On Aug. 5, Bowdoin held its 53rd commencement ceremony, and Maine’s illustrious Sen. William Pitt Fessenden was bestowed with an honorary doctorate for his lifetime of work. And since Davis was already in the state, Bowdoin took the opportunity to honor him as well with “an honorary Doctorate of Laws degree.”

After the ceremonies, a small parade was held and a number of orations were delivered by both Fessenden and by Davis. There was food and drink, and the night was capped off with a formal ball in honor of the men.
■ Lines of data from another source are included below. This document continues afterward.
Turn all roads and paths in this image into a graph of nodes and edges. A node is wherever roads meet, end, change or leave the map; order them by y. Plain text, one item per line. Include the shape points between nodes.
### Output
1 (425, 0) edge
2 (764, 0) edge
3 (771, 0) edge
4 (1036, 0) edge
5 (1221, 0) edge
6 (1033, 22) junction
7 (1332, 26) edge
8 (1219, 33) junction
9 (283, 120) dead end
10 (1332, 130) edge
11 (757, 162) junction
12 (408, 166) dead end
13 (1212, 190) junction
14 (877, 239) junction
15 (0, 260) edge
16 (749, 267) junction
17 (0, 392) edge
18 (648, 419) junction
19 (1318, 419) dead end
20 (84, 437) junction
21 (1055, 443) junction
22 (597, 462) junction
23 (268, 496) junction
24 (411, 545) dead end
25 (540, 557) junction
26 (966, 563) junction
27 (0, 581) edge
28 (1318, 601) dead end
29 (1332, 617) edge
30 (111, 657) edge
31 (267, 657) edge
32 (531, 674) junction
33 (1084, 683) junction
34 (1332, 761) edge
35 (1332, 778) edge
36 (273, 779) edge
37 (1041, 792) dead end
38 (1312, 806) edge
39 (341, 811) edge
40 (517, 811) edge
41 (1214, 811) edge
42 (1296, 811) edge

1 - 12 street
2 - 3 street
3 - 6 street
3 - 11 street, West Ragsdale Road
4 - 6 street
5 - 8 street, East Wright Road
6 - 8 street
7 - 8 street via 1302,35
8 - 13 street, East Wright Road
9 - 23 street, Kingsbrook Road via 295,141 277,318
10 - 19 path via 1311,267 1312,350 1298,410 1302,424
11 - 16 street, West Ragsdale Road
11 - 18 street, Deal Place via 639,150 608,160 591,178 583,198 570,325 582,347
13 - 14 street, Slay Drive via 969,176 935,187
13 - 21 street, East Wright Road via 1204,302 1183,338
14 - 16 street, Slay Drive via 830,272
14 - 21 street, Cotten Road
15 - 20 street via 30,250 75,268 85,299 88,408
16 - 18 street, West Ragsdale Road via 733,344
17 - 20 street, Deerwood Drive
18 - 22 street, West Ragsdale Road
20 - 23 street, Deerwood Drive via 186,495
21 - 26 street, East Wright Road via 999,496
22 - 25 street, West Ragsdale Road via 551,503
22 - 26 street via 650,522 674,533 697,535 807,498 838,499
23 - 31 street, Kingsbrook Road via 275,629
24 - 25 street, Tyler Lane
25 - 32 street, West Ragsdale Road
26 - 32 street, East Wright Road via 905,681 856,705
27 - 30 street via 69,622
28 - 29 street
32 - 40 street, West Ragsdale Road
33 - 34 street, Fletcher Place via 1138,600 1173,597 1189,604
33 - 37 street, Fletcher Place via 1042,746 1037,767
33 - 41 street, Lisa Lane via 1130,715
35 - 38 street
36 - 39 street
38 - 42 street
Davis and his family enjoyed a fun and restorative summer in Maine, and he was feted everywhere he traveled, despite the social and political fury of growing tensions between the anti-slavery North and the pro-slavery South. Davis owned more than 100 slaves at the time.

The memorial plaque once displayed at Bowdoin College’s Memorial Hall was dedicated “in memory of the 18 Bowdoin men who served with the Confederate forces, 1861-1865,” with special mention to Jefferson Davis’ honorary degree from the school. (Courtesy of Bowdoin College)

Two years later, after South Carolina seceded from the Union, Mississippi quickly followed suit, and Davis resigned his seat in Washington to return to Mississippi. By Feb. 28, 1861, Jefferson Davis officially became the president of the Confederate States of America and was now seen as a traitor to the Union.

On April 12, forces led by Confederate Major Gen. P.G.T. Beauregard — under orders from Jefferson Davis — laid siege to Union-held Fort Sumter in the mouth of Charleston Harbor, sparking the American Civil War. In this “War Between the States,” many sons of Bowdoin, such as Joshua L. Chamberlain, Oliver O. Howard and Thomas W. Hyde, became venerated American heroes, and even then, the president of the Confederacy was considered an “honorary” son of Bowdoin.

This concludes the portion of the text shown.